Fitters.py refactoring by siwreienta · Pull Request #76 · PySATL/pysatl-core

siwreienta · 2026-03-03T22:15:21Z

No description provided.

… information, and more

LeonidElkin

Universal options (calculations) of the characteristic should be passed to query_method and stick out explicitly for the user as a public API instead of the current **options: Any. @Desiment will describe the use cases in more detail in the PR or personally
The strategy assumes responsibility for passing options to ComputationMethod. If no changes have been made by the user, we leave the defaults.

LeonidElkin · 2026-04-13T16:00:21Z

Firstly, add a docstring with details of this submodule in the top of the file. Secondly, in order not to stretch the init files, I recommend making a scheme with importing all from the files of this module. For details, see how it's done here

Actually, you need to add docstrings everywhere. I won't mention it farther

LeonidElkin · 2026-04-13T16:02:37Z

@@ -0,0 +1,70 @@
+from __future__ import annotations
+
+__author__ = "Leonid Elkin, Mikhail Mikhailov, Irina Sergeeva"


I think you can add only yourself to author

LeonidElkin · 2026-04-13T16:32:26Z

+    tags : frozenset[str]
+        Constraint tags used for matching (e.g. ``{"continuous", "univariate"}``).

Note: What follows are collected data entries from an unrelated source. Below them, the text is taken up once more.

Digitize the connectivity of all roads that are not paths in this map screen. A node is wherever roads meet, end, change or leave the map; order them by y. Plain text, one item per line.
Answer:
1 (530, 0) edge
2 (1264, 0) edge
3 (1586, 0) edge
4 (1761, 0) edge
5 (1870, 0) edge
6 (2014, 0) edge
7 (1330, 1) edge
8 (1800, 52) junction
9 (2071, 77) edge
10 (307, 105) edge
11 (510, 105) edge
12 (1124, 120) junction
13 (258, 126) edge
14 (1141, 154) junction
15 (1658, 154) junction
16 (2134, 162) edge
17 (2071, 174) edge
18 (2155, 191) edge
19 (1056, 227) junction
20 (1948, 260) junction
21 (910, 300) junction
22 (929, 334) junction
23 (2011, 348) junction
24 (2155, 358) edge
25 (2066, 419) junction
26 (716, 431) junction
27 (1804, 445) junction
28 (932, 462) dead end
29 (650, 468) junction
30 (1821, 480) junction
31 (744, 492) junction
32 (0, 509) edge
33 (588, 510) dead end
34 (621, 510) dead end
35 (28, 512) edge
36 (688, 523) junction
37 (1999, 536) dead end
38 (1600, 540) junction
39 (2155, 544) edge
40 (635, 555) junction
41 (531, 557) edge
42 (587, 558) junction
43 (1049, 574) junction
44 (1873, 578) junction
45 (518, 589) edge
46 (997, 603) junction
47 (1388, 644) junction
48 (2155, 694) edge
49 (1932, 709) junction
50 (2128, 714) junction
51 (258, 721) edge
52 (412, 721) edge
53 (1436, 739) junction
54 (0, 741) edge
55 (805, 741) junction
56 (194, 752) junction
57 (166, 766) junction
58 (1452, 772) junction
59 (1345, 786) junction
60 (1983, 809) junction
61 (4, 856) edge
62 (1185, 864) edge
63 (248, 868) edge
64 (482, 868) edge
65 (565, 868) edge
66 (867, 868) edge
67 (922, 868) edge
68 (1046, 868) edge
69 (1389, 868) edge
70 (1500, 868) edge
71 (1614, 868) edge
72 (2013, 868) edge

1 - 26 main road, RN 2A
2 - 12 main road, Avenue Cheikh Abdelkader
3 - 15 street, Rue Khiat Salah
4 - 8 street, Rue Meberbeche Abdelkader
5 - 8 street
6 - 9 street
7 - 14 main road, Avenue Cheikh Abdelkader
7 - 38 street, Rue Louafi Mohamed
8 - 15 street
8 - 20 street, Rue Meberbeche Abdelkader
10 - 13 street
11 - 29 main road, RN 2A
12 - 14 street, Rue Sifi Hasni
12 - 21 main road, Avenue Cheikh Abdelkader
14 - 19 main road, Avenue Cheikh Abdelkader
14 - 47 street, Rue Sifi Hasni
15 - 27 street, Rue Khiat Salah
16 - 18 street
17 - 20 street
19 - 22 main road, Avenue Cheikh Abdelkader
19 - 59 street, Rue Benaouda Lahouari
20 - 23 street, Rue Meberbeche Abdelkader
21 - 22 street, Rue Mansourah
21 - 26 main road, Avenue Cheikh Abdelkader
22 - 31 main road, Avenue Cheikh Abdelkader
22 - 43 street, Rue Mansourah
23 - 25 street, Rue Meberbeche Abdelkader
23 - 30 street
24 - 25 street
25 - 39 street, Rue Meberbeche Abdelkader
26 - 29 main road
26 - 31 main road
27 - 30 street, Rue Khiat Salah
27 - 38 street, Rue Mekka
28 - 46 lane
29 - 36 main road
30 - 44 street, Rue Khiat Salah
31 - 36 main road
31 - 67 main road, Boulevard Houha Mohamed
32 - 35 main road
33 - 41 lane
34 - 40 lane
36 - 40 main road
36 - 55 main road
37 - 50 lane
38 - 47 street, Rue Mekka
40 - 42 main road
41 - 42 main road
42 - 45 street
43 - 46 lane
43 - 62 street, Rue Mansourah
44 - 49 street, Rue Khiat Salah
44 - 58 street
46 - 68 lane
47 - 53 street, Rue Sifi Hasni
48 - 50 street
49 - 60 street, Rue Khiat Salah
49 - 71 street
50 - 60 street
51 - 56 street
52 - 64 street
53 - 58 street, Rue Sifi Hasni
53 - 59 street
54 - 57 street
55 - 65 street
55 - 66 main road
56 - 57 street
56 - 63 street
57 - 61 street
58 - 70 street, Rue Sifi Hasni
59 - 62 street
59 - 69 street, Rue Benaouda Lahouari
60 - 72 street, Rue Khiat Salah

Naming is not very telling. At least constraint_tags or smth like that

LeonidElkin · 2026-04-13T16:45:00Z

+    name: str
+    target: GenericCharacteristicName
+    sources: Sequence[GenericCharacteristicName]
+    fitter: FitterFunc


We've already have such type in computations.py. Move it to types.py and use in both places

LeonidElkin · 2026-04-13T17:00:16Z

+        from pysatl_core.distributions.computation import ComputationMethod
+
+        if self.cacheable:
+            return ComputationMethod(
+                target=self.target,
+                sources=list(self.sources),
+                fitter=self.fitter,
+            )
+        return ComputationMethod(
+            target=self.target,
+            sources=list(self.sources),
+            evaluator=self.fitter,  # type: ignore[arg-type]
+        )


It is a bit incorrect. You provide FitterFunc type to evaluator. I think it's worth doing the following: if the fitter is not cacheable, then we don't name it a fitter, but an evaluator. And we return from it not the FittedComputationMethod, but the already calculated value. This will help us maintain the overall consistency of the API.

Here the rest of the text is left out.